Penser en action

Pour marcher, saisir un objet, danser, planter un clou ou jouer d’un instrument de musique, on ne peut agir à l’aveugle. Il faut analyser son environnement, mesurer des mouvements et anticiper. Autant de formes de cognition élaborée que les chercheurs ont entrepris depuis peu d’explorer. En mettant fin à un clivage traditionnel entre l’action et la pensée.

Les hommes et femmes d’action seraient-ils nécessairement des êtres irréfléchis ? Pourquoi conseille-t-on de « réfléchir avant d’agir » ? Pourquoi oppose-t-on si souvent réflexion et action ? Cette dichotomie est très présente dans notre tradition philosophique.
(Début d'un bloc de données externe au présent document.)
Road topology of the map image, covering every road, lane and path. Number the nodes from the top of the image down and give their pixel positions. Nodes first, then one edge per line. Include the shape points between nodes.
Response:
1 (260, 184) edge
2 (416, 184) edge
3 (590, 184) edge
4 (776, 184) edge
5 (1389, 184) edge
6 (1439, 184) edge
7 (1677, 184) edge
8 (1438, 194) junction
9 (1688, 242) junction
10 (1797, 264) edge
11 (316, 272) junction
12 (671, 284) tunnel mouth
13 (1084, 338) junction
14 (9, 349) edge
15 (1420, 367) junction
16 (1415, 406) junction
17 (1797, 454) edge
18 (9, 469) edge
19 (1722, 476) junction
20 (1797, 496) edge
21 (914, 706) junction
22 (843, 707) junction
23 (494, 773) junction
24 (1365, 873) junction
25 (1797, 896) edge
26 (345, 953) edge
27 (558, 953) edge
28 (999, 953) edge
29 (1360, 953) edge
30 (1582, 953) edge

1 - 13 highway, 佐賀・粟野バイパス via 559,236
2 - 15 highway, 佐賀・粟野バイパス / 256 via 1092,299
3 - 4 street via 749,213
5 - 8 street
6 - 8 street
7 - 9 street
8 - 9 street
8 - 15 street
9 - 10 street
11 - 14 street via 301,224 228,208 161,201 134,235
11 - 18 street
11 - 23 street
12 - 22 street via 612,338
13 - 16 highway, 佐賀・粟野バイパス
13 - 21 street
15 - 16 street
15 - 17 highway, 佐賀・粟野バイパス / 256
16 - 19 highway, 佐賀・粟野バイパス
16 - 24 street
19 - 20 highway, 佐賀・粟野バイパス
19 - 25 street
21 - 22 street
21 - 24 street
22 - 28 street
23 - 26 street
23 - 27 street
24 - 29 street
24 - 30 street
Alain Berthoz, professeur au Collège de France, conteste cette dichotomie et voit le cerveau comme « un simulateur d’action et un émulateur de la réalité ». Pour lui, c’est à partir de l’action, et non du langage, que nous construisons notre perception du monde. Une révolution qui s’inscrit dans les pas de philosophes tels que Maurice Merleau-Ponty et Edmund Husserl (1).
Ainsi, nos pensées ne se réduisent pas au langage, et nos émotions ne sont pas seulement une manière de réagir aux aléas du monde. Dans cette optique dynamique, nos pensées et nos émotions nous permettraient de préparer un contexte pour agir. Nous vivons ce que nous percevons et l’action elle-même contient toute la pensée (2). Pour preuve, le cas de certains patients souffrant du syndrome de persévération. Ces patients n’arrivent pas à prendre une décision et répètent toujours la même action. Ainsi, lorsqu’un nouveau programme d’action est initié par le patient, l’activité en cours n’est pas supprimée par la nouvelle action, qui n’est alors pas prise en compte. Il pourrait y avoir une sorte de compétition à chaque instant entre les éléments passés et futurs. Comme ils n’arrivent pas à se préparer à une autre action et que leur corps reste bloqué dans une action spécifique, ces patients ne peuvent plus planifier la suite des événements et donc prendre une nouvelle décision.
A. Berthoz postule que la perception est en quelque sorte une action simulée et une décision, comme une préparation à l’action. Nos zones appelées « prémotrices » s’activent effectivement avant l’effort, une manière de motiver notre esprit. Cet échauffement cognitif et cérébral serait très utile et essentiel aux sportifs. C’est ainsi que les skieurs reconnaissent mentalement la piste et ses virages ou qu’un acteur se met en condition au son du clap et du signal « action ». Et même lorsque ce n’est pas nous-mêmes qui exécutons l’action, mais que nous la voyons faire et que nous savons la faire, alors le cerveau fait comme si c’était lui qui la réalisait ! Par exemple, écouter une mélodie que l’on sait jouer n’empêche pas le cerveau de la jouer quand même, en recrutant les mêmes zones que si c’étaient nos propres mains qui tenaient l’instrument. Sans l’imagerie cérébrale, il serait difficile de connaître ce qui se passe dans notre organe de la pensée (3). Mais des signes extérieurs, taper du pied, balancer la tête ou claquer des doigts au rythme de la musique, sont autant d’indices du bouillonnement intérieur qui nous anime.